Calgary Arts Centre: Delays Push Opening to 2027
Calgary's arts hub faces another delay, reopening in 2027.
CALGARY — The Glenbow Museum just blinked. Again.
Mayor Jeromy Farkas and Ward 6 Councillor John Pantazopoulos walked through the gutted bones of what's being called the J.R. Shaw Centre for Arts and Culture on or around January 14, 2026, and the message was clear: nobody's cutting a ribbon this year. The museum's reopening has officially slid to 2027, making this the latest delay in a renovation saga that's become Calgary's most expensive waiting game.
The Money Behind the Name Change
The rechristening isn't just branding. It's a $35 million thank-you note to the Shaw Family Foundation, who ponied up the cash—including a $25 million endowment to keep general admission free forever. That's the kind of move that buys naming rights and goodwill in one shot.

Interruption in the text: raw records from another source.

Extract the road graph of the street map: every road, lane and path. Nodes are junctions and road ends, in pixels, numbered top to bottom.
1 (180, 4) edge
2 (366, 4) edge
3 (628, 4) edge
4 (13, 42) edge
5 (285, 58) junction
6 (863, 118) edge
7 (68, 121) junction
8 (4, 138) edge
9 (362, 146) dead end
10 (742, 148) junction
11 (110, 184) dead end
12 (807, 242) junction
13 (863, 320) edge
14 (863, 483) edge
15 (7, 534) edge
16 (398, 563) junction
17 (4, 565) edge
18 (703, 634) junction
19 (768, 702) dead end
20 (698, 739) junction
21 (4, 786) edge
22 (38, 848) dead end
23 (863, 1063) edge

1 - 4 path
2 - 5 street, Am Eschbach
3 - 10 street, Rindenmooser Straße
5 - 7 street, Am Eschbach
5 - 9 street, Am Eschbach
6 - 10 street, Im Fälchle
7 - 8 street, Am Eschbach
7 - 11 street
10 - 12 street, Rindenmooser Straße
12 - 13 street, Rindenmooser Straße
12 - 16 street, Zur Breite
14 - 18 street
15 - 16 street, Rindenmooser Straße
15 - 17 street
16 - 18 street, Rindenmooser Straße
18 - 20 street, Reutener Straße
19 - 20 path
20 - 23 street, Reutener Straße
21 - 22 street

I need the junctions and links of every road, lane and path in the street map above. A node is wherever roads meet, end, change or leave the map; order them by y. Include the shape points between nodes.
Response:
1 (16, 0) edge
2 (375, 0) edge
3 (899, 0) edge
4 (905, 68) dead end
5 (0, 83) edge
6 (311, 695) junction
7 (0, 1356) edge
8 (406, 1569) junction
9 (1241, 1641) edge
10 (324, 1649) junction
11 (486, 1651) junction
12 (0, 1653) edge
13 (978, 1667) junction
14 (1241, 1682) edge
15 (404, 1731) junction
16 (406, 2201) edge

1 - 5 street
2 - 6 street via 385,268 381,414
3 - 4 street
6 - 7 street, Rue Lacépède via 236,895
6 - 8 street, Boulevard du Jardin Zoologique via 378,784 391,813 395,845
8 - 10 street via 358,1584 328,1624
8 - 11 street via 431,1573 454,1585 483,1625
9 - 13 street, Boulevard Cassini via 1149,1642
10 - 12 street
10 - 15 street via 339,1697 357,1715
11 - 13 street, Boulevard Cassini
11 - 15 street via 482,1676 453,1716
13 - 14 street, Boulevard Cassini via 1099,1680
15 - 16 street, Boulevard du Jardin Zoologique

But Shaw money alone doesn't finish a $205 million overhaul. As of February 2025, the project had scraped together $192 million from a patchwork of government checks and private donors. The City of Calgary kicked in $48 million, including an $11 million raid on its downtown revitalization fund last February. Ottawa added $42.5 million as of January 2025. The math is close, but close doesn't open doors.
The Slip
By November 2025, museum officials were already dodging questions about a 2026 debut, muttering about "interior fit-out schedules" like contractors working through a bad hangover. The formal surrender came in early January 2026: 2027 or bust.
EllisDon is running the build. DIALOG drew up the blueprints. Both are trying to drag a 1970s relic into something worth the wait. Whether Calgary's arts scene gets its moment or just another year of construction dust depends on how fast they can finish what they started.
The J.R. Shaw Centre for Arts and Culture is now aiming for a 2027 opening.